The bankers claim that when Commerzbank bought Dresdner Kleinwort, their contracts with Dresdner remained intact. Thus their agreement with their former employer to pay them shares from a €400 million bonus pool should be honored.
Commerzbank argues that Dresdner was insolvent, and therefore might not have been able to pay its employees anything if Commerzbank had not bailed it out.
It says that Dresdner’s losses for 2008 – which amount to €6.3bn – materially changed its responsibility to pay bonuses, according to the Telegraph. And it claims that the bonuses are discretionary, not guaranteed.
The case is similar to what happened in the U.S. after the financial crisis, when bankers fought to be paid their bonuses after their firms were bailed out by the Fed.
The difference would be that when ownership switched hands from Dresdner to Commerzbank, the contracts might have been renegotiated, like when Bank of America bought Merrill Lynch, whereas when AIG, for example, took billions in taxpayer bailout, it remained the owner with the duty to pay or dispute bonus contracts. (In some cases, AIG ended up getting bonuses back.)
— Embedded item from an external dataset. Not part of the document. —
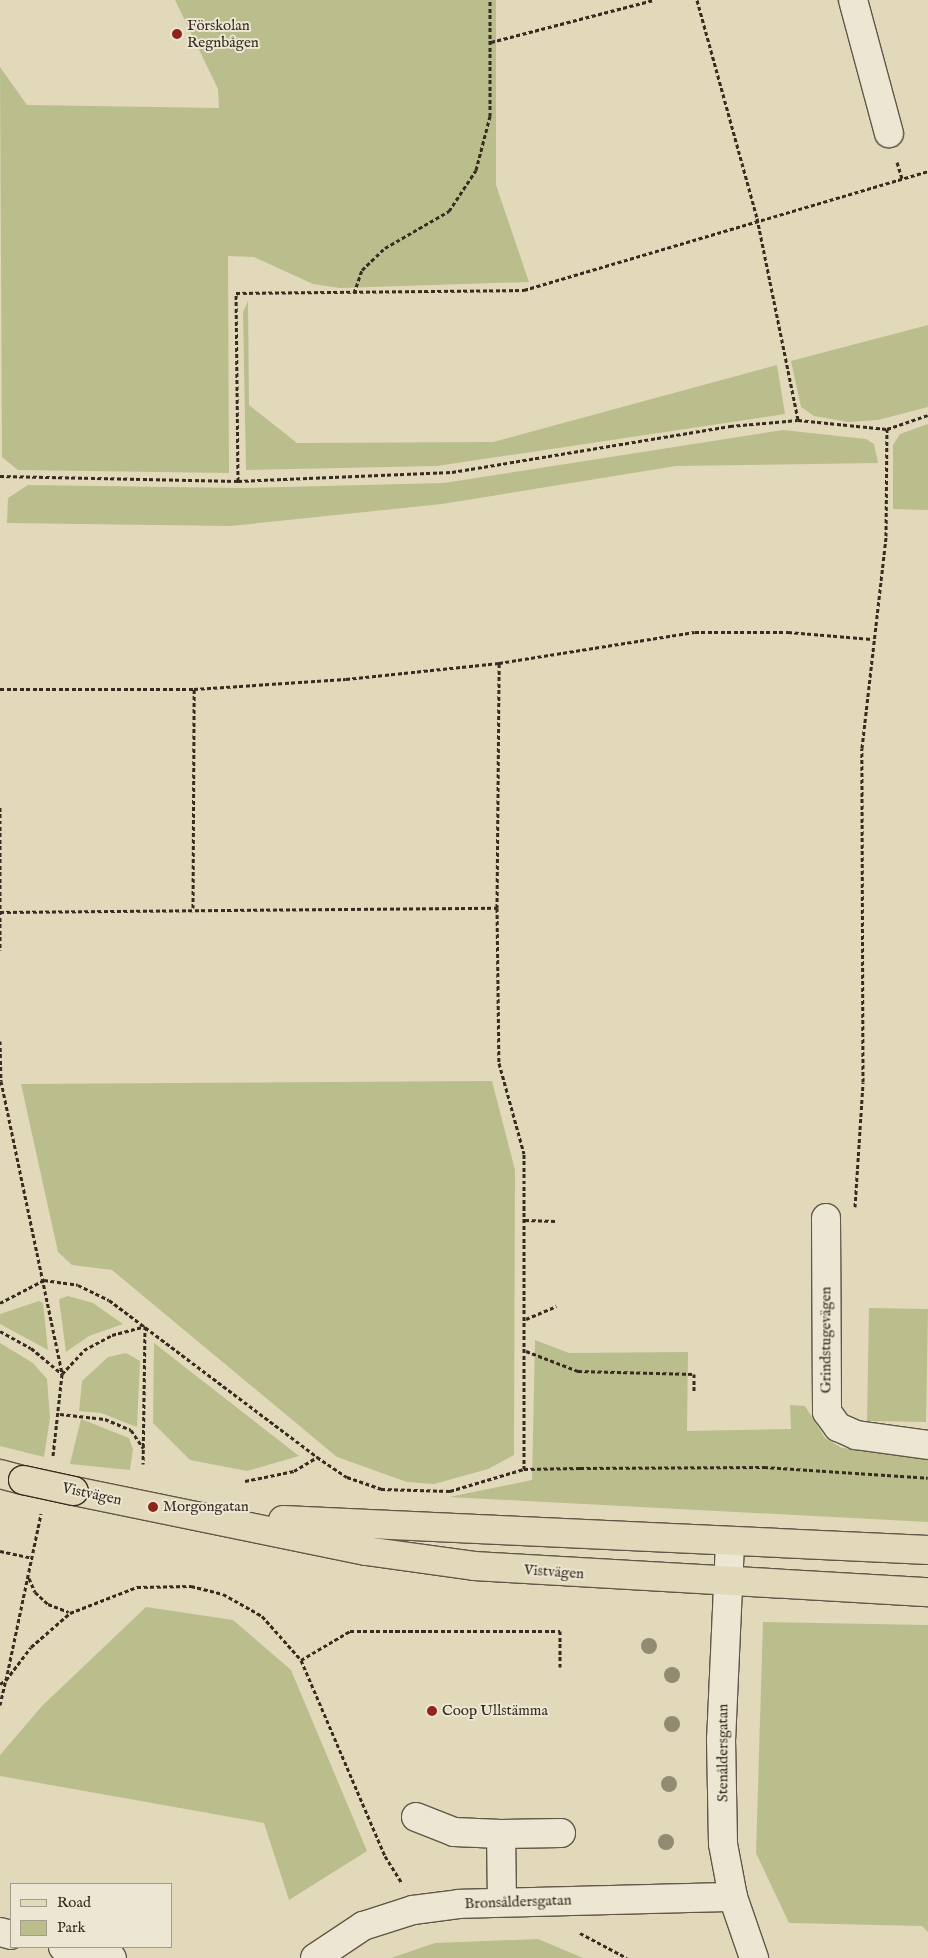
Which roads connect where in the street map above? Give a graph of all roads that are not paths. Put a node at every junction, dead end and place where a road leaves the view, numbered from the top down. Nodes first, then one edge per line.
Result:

The case has been going on for a while now, and the bankers just caught a huge break when Commerzbank lost a bid to dismiss the case. Now the bankers and Commerzbank are back in trial after a seemingly sympathetic judge in the appeal court (the bankers lost their first attempt, then appealed the decision) said, according to the Telegraph:
“I see no reason why a promise of a guaranteed minimum bonus pool cannot be contractually binding even though the individual employees cannot at that time point to an entitlement of a specific bonus payable out of it.”
“At the very least, each of them would be entitled to nominal damages.”